Renewable energy is generated from natural resources, such as the sun, wind, and water, both renewable and sustainable. This type of energy has a long history. However, it has seen a resurgence in recent years as concerns about climate change and the need for energy independence have grown.
Renewables in the past
The history of renewable energy can be raced back to ancient civilizations, who used the power of the sun, wind, and water for a variety of purposes. Ancient Greeks and Romans used wind-powered water pumps to irrigate their crops, and the ancient Chinese and Persians used water wheels to grind grain. However, the widespread use of fossil fuels and the Industrial Revolution in the 18th and 19th centuries led to a decline in the use of renewable energy.
In the 20th century, with the rise of the environmental movement and increasing concerns about the negative impacts of fossil fuels on the planet, interest in renewable energy began to grow again. In the 1970s, the oil crisis led to a renewed focus on energy independence and the development of alternative energy sources. Governments around the world began to invest in research and development of renewable energy technologies.

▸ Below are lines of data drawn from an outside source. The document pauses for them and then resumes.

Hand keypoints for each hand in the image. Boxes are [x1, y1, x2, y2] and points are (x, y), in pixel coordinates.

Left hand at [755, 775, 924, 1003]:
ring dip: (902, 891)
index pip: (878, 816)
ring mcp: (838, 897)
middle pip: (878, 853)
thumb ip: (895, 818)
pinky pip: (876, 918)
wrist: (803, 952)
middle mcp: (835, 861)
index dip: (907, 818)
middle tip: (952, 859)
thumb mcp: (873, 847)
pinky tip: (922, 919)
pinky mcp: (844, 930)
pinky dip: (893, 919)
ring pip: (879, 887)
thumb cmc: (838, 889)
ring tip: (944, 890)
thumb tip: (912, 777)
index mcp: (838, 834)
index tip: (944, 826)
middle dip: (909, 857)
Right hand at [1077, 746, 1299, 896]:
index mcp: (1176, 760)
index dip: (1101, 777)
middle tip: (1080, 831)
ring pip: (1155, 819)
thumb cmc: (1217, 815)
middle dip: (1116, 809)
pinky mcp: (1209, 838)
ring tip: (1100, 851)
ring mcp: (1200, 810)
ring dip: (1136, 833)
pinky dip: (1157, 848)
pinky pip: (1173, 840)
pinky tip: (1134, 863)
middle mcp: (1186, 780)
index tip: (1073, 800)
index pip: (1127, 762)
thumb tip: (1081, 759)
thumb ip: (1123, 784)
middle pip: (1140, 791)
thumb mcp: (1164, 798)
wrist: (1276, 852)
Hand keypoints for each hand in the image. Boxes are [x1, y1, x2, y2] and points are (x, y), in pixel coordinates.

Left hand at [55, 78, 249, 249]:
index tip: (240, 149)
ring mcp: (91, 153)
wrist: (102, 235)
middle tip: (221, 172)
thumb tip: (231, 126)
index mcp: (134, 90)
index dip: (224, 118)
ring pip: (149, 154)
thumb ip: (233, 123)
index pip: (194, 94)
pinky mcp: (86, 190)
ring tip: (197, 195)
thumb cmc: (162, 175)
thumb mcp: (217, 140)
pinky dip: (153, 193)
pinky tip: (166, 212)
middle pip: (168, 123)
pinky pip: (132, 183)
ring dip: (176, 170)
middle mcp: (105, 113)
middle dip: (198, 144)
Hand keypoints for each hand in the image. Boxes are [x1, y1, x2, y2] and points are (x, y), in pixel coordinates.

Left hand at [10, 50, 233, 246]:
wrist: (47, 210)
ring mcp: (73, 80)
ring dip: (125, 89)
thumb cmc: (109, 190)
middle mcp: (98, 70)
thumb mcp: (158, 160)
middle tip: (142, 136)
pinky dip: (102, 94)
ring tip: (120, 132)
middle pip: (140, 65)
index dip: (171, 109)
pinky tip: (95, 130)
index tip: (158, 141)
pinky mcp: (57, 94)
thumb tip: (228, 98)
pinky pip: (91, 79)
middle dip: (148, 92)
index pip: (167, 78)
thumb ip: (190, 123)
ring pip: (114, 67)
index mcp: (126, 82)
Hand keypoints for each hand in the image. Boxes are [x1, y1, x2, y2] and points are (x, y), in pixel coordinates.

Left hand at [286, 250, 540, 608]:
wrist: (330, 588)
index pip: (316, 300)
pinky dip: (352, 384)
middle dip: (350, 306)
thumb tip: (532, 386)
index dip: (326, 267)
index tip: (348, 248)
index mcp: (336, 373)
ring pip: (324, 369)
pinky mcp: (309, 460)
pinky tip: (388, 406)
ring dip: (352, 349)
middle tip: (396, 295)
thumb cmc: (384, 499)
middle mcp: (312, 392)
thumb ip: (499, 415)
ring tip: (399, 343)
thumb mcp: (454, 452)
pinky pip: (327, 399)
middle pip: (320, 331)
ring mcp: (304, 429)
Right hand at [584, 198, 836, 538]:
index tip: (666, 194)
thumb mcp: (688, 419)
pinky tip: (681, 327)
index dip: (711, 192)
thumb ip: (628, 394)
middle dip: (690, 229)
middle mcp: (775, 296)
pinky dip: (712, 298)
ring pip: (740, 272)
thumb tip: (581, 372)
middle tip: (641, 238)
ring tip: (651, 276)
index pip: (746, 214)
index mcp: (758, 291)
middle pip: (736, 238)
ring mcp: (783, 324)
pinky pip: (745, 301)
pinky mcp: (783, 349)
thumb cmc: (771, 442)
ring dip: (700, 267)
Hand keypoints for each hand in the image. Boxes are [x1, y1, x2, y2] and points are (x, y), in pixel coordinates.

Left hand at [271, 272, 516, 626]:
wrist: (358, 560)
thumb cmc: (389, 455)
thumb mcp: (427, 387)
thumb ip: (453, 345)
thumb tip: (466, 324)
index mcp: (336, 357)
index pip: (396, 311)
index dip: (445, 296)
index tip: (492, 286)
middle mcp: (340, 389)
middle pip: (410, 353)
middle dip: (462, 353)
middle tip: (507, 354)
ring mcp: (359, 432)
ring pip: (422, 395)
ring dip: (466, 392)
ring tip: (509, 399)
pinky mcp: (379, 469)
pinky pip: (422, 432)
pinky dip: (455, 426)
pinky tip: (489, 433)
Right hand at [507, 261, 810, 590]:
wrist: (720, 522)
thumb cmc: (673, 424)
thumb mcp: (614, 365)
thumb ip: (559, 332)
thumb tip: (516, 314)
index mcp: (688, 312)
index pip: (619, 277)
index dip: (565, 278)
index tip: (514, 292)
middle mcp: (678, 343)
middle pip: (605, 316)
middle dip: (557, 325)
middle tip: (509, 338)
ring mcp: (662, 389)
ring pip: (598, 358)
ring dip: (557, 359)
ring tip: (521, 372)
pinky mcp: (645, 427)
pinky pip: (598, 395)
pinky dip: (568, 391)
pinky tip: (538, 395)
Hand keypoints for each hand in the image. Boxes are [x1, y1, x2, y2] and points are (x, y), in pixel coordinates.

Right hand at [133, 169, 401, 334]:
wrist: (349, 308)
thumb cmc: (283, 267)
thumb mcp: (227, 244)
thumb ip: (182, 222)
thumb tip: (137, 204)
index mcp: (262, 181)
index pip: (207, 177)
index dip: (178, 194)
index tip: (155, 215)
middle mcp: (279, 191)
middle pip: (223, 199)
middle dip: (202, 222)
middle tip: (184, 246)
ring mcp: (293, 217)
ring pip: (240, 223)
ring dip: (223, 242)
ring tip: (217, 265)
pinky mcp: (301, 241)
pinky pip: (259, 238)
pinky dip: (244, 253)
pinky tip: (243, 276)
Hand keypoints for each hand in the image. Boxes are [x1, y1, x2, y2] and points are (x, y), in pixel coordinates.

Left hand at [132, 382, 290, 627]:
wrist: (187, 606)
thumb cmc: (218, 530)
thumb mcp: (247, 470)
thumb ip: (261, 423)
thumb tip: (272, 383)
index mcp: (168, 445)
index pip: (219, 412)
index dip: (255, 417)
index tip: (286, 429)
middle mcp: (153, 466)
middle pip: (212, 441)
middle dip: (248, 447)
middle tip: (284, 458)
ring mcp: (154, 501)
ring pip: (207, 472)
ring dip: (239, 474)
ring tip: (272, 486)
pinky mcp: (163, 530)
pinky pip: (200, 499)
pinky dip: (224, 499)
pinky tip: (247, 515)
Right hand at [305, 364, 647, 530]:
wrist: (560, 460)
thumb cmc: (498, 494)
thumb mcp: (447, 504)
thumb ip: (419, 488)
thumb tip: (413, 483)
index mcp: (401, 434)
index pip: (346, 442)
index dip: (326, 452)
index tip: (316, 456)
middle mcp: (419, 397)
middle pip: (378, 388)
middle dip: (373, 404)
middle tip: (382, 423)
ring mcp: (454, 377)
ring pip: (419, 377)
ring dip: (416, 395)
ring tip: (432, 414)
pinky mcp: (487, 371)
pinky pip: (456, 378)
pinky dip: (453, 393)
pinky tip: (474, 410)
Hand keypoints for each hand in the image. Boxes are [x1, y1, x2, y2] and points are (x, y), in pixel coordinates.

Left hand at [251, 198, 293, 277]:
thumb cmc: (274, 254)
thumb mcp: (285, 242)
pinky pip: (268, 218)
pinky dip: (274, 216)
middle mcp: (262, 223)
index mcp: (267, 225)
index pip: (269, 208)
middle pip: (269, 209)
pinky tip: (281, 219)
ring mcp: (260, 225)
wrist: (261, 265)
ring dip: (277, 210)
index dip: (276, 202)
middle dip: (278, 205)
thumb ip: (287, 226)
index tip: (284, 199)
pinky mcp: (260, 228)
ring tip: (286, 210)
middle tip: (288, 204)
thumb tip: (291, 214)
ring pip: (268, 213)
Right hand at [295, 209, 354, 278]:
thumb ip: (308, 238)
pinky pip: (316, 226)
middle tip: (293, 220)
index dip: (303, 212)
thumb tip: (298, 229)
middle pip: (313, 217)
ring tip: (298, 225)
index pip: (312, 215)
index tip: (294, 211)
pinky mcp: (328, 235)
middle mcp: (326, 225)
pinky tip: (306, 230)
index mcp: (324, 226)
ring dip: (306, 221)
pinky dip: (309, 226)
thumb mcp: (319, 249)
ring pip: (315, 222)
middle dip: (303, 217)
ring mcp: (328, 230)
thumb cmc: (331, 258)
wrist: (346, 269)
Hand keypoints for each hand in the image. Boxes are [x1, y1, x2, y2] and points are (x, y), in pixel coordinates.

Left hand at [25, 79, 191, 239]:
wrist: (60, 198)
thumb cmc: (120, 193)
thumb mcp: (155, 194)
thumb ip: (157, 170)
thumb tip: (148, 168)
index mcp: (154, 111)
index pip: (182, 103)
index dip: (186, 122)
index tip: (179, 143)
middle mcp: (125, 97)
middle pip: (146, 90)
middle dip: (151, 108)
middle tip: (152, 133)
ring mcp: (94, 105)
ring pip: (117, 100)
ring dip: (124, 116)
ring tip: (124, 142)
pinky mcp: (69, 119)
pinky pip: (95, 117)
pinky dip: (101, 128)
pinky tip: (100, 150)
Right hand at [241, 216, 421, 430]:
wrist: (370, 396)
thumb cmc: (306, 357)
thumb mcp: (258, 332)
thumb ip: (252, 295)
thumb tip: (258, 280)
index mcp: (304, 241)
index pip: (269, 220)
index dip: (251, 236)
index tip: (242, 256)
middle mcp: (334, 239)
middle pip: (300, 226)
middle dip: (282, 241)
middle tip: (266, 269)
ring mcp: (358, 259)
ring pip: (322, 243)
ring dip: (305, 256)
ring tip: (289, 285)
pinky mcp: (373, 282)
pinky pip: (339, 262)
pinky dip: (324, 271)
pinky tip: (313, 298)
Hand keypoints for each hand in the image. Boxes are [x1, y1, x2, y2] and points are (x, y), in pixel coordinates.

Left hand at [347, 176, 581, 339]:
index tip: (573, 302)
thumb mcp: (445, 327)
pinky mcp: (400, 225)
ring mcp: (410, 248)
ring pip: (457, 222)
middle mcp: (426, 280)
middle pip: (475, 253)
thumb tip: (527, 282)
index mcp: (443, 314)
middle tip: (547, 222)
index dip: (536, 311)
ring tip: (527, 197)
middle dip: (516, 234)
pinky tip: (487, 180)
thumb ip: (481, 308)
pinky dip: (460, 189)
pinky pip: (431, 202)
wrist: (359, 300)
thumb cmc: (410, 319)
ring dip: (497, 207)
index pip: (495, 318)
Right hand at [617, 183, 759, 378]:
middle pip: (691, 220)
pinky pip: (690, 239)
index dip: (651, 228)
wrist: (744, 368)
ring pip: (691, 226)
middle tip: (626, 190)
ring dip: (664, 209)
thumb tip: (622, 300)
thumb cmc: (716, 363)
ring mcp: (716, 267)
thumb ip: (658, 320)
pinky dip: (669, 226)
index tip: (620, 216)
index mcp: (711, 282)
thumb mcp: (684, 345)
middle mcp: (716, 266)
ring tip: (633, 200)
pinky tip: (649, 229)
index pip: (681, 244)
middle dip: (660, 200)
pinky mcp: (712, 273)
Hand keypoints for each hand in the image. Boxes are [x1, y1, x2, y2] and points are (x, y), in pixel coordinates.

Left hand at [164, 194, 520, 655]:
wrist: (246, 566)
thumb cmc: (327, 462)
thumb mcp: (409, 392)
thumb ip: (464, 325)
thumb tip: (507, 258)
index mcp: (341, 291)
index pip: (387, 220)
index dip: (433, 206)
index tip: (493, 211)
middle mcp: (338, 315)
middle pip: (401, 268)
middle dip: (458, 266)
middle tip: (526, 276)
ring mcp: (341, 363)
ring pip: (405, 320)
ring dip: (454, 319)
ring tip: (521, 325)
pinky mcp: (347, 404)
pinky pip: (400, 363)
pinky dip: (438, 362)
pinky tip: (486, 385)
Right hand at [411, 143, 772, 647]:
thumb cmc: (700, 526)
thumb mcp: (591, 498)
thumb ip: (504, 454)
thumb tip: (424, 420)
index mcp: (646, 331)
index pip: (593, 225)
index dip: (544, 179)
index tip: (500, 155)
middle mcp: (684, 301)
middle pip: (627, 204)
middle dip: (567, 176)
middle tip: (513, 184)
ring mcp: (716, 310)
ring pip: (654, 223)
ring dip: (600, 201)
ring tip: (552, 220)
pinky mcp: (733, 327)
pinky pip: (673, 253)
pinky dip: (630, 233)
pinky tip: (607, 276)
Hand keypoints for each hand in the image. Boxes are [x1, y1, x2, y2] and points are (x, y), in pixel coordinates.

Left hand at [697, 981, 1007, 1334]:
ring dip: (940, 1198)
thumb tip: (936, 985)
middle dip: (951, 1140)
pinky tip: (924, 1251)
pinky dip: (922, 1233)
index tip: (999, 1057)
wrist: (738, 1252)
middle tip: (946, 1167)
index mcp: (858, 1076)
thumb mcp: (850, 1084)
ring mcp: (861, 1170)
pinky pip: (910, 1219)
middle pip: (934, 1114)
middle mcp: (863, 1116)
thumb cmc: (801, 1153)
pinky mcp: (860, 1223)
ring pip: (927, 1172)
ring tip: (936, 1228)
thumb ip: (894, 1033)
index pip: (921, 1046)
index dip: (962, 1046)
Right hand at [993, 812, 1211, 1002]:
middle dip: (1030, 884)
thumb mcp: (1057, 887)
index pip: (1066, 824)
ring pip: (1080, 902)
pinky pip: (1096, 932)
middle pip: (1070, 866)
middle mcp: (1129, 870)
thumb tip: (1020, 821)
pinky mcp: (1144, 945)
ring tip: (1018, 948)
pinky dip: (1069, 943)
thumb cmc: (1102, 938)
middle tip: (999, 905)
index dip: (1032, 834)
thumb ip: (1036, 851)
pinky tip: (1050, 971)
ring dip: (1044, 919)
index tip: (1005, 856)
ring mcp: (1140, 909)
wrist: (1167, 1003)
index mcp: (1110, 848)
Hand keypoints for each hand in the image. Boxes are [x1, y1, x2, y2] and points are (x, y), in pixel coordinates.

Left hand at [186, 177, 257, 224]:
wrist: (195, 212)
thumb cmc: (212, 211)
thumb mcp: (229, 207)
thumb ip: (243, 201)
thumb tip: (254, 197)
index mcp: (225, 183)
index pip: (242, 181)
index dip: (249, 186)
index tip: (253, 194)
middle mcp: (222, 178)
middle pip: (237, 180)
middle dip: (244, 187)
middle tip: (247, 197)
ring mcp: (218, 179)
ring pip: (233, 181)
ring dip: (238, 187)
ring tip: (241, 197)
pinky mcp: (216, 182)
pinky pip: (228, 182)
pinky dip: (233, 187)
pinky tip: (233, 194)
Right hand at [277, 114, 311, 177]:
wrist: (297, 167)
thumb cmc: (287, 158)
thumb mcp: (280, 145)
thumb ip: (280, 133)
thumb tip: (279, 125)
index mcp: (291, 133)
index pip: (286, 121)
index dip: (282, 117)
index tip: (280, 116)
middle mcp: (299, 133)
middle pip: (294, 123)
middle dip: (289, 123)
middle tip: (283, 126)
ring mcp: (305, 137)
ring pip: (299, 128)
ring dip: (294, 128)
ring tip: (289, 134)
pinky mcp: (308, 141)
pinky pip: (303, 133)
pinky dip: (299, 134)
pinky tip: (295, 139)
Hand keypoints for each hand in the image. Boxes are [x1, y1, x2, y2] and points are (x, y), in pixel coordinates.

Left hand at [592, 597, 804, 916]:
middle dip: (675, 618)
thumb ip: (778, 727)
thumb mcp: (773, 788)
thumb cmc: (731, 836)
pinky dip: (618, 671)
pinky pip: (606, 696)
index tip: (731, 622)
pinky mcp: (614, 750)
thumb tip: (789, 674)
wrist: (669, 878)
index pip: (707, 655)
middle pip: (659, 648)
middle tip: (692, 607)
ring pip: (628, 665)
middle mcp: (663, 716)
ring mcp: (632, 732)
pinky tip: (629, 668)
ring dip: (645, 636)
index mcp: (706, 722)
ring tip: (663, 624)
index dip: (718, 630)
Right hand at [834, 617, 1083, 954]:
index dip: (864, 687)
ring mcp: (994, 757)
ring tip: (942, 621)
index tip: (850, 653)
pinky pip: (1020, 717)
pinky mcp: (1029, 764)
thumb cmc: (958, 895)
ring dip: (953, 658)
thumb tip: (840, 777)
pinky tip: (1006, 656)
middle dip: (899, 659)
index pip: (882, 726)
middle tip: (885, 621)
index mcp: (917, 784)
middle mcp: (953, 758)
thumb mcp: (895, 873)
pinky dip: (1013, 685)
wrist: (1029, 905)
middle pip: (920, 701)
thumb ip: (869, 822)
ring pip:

Where renewable energy is at the moment
Today, renewable energy is an established and growing industry, with many different technologies available. According to the International Energy Agency (IEA), in 2022, renewable energy sources represented around 26% of global power generation.
Their share of the power mix is forecast to increase by 10 percentage points to 38% in 2027. On the other hand, fossil fuels continue to be the dominant source of energy. In 2019, coal, oil, and natural gas together represented around 78% of global primary energy consumption.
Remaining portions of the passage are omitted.